Lateral Projection (Mediolateral or Lateromedial)

In Extension and Fan Lateral Position
  • Patient Position:

    • Seated at the end of the table, forearm resting on the table. 

    • Hand in lateral position (ulnar/radial aspect down).

  • Part Position: 

    • Digits extended, first digit at a right angle to the palm. 

    • Palmar surface perpendicular to the IR. 

    • Extended digit positions result in superimposition; the fan lateral position eliminates superimposition of all but the proximal phalanges.

  • Central Ray (CR): Perpendicular to the 2nd/5th digit MCP joint.

  • Structures Shown: Lateral projection of the hand in extension for localizing foreign bodies and metacarpal fracture displacement

    • Fan lateral superimposes metacarpals but shows individual phalanges (proximal parts may be superimposed).

  • Note: Lewis recommended rotating the hand 5 degrees posteriorly from true lateral for better visualization of 5th metacarpal fractures. The thumb is extended, hand relaxed, and CR angled parallel to the thumb, entering the midshaft of the 5th metacarpal.

Lateromedial in Flexion
  • Patient Position: 

    • Seated at the end of the table, forearm resting on the table. 

    • Hand in lateral position (ulnar aspect down).

  • Part Position: 

    • Digits relaxed to maintain natural arch, arranged for perfect superimposition. 

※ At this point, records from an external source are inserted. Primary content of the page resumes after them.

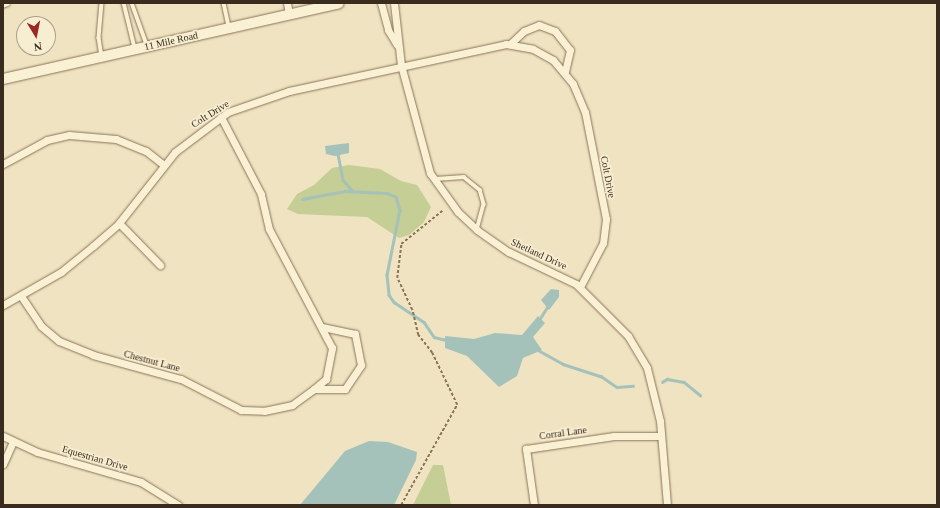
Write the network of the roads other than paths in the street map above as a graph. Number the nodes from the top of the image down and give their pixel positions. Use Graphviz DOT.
graph roads {
  1 [pos="102,3"];
  2 [pos="124,3"];
  3 [pos="132,3"];
  4 [pos="224,3"];
  5 [pos="287,3"];
  6 [pos="339,3"];
  7 [pos="381,3"];
  8 [pos="394,3"];
  9 [pos="8,4"];
  10 [pos="3,6"];
  11 [pos="289,14"];
  12 [pos="229,28"];
  13 [pos="510,44"];
  14 [pos="397,45"];
  15 [pos="148,46"];
  16 [pos="135,49"];
  17 [pos="102,57"];
  18 [pos="401,65"];
  19 [pos="565,71"];
  20 [pos="3,79"];
  21 [pos="221,117"];
  22 [pos="3,164"];
  23 [pos="164,165"];
  24 [pos="434,179"];
  25 [pos="119,223"];
  26 [pos="477,230"];
  27 [pos="160,265"];
  28 [pos="580,287"];
  29 [pos="21,296"];
  30 [pos="3,305"];
  31 [pos="322,327"];
  32 [pos="314,389"];
  33 [pos="3,436"];
  34 [pos="660,436"];
  35 [pos="13,442"];
  36 [pos="3,464"];
  37 [pos="178,505"];
  38 [pos="534,505"];
  39 [pos="667,505"];
  1 -- 17 [label="lane"];
  2 -- 16 [label="lane"];
  3 -- 15 [label="lane"];
  4 -- 12 [label="lane"];
  5 -- 11 [label="street"];
  6 -- 11 [label="street, 11 Mile Road"];
  7 -- 14 [label="street, Shetland Drive"];
  8 -- 14 [label="street, Shetland Drive"];
  9 -- 10 [label="lane"];
  11 -- 12 [label="street, 11 Mile Road"];
  12 -- 15 [label="street, 11 Mile Road"];
  13 -- 18 [label="street, Colt Drive"];
  13 -- 19 [label="street, Colt Drive"];
  13 -- 19 [label="street"];
  14 -- 18 [label="street, Shetland Drive"];
  15 -- 16 [label="street, 11 Mile Road"];
  16 -- 17 [label="street, 11 Mile Road"];
  17 -- 20 [label="street, 11 Mile Road"];
  18 -- 21 [label="street, Colt Drive"];
  18 -- 24 [label="street, Shetland Drive"];
  19 -- 28 [label="street, Colt Drive"];
  21 -- 23 [label="street, Colt Drive"];
  21 -- 31 [label="street, Chestnut Lane"];
  22 -- 23 [label="street"];
  23 -- 25 [label="street, Colt Drive"];
  24 -- 26 [label="street, Shetland Drive"];
  24 -- 26 [label="lane"];
  25 -- 27 [label="street"];
  25 -- 29 [label="street, Colt Drive"];
  26 -- 28 [label="street, Shetland Drive"];
  28 -- 34 [label="street, Shetland Drive"];
  29 -- 30 [label="street, Colt Drive"];
  29 -- 32 [label="street, Chestnut Lane"];
  31 -- 32 [label="street, Chestnut Lane"];
  31 -- 32 [label="street"];
  33 -- 35 [label="street, Equestrian Drive"];
  34 -- 38 [label="street, Corral Lane"];
  34 -- 39 [label="street, Shetland Drive"];
  35 -- 36 [label="street"];
  35 -- 37 [label="street, Equestrian Drive"];
}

    • Patient holds thumb parallel with IR (or immobilize).

  • Central Ray (CR): Perpendicular to the second digit MCP joint.

  • Structures Shown: 

    • Lateral image of bony structures and soft tissues of the hand in their normally flexed position. 

    • Demonstrates anterior or posterior displacement in metacarpal fractures.

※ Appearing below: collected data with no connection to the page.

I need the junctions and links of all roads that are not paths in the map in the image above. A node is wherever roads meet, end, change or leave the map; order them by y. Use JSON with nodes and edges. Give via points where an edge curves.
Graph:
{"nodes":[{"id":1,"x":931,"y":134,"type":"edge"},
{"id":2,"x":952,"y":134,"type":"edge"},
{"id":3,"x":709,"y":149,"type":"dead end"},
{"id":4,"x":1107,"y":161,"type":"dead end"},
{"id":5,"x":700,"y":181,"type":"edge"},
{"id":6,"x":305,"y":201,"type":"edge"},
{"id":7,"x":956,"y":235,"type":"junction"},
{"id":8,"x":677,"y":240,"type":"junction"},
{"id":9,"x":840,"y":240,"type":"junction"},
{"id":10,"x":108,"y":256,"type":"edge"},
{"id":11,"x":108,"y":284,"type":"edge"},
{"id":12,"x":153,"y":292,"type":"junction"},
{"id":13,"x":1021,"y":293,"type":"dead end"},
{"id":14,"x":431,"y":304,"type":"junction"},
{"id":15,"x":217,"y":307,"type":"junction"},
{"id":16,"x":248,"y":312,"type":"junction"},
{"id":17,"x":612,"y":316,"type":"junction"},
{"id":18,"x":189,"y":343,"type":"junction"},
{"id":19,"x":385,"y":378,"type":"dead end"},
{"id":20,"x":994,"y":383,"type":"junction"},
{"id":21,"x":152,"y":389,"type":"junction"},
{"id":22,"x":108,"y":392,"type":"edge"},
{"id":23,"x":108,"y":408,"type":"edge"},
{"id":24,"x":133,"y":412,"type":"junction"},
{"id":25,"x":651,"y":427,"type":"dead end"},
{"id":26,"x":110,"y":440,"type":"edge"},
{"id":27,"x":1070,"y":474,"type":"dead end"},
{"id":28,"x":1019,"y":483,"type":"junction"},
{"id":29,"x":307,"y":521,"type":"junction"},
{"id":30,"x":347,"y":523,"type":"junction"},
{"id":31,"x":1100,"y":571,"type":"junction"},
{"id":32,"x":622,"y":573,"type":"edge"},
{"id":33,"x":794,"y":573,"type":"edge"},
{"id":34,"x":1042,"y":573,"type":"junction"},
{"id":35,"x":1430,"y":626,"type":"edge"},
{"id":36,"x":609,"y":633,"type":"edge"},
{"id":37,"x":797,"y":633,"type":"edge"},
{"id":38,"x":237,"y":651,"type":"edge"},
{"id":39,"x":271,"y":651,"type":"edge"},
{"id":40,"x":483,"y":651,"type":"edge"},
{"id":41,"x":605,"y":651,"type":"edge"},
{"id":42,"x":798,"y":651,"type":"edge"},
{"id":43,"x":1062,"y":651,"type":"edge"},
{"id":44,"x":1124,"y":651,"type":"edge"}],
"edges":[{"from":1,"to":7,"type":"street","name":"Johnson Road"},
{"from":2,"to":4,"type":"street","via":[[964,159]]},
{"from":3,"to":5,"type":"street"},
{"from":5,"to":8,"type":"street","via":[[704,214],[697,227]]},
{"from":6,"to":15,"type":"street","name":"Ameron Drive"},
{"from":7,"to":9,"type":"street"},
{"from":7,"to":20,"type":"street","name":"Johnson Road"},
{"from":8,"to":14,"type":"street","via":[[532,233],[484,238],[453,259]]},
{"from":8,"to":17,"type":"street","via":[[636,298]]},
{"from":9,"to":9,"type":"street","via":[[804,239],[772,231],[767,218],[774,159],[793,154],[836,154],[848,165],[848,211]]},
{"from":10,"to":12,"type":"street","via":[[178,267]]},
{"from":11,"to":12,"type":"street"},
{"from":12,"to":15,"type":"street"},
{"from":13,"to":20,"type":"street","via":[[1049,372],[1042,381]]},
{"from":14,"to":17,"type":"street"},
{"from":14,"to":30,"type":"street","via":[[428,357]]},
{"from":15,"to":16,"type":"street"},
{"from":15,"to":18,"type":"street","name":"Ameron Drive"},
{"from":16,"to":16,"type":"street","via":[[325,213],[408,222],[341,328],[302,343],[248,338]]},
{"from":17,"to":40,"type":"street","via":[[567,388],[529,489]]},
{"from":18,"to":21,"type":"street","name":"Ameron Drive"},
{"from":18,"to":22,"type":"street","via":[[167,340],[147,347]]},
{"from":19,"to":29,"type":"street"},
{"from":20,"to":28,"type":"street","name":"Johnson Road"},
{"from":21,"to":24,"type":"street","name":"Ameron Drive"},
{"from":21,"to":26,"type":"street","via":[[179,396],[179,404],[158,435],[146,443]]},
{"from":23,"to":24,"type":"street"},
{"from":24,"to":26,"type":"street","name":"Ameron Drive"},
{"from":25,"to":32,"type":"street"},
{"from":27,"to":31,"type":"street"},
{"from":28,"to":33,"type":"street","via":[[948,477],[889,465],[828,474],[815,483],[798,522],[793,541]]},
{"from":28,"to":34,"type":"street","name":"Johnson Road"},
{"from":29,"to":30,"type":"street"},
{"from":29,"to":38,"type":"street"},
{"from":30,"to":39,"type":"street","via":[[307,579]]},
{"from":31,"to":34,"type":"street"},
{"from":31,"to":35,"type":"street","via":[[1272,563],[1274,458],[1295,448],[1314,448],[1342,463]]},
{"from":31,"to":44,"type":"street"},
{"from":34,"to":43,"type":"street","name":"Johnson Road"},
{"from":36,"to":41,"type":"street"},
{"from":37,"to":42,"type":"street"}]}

Norgaard Method (AP Oblique Projection, Medial Rotation)

Also known as the "ball-catcher's position," this method aids in detecting early radiographic changes for rheumatoid arthritis diagnosis, often before laboratory tests are positive. High-resolution screens and low kVp (60-65) are recommended. It's also used for 5th metacarpal base fractures.

  • Patient Position: 

    • Seated at the end of the table. 

    • Norgaard recommended imaging both hands in a half-supinate position for comparison.

  • Part Position: 

    • Rotate hands to a half-supinate position until the dorsal surface rests against 45-degree sponge supports. 

    • Fingers extended, thumbs abducted slightly. 

    • A modified position involves cupping the fingers as if catching a ball.

  • Central Ray (CR): Perpendicular to a point midway between both hands at the level of the MCP joints.

  • Structures Shown: 

    • AP 45-degree oblique projection of both hands

    • Early changes for rheumatoid arthritis include symmetric, indistinct outline of bone at the dorsoradial insertion of the joint capsule on the proximal end of the first phalanx of the four fingers, along with associated demineralization.

  • Example for RA: Normal thumbs show acceptable MCP joints. Increased angulation of the left MCP joint with a 13-degree difference compared to the right, and a partially torn left UCL at 20 degrees (compared to 7 degrees on the uninjured side), indicate pathology.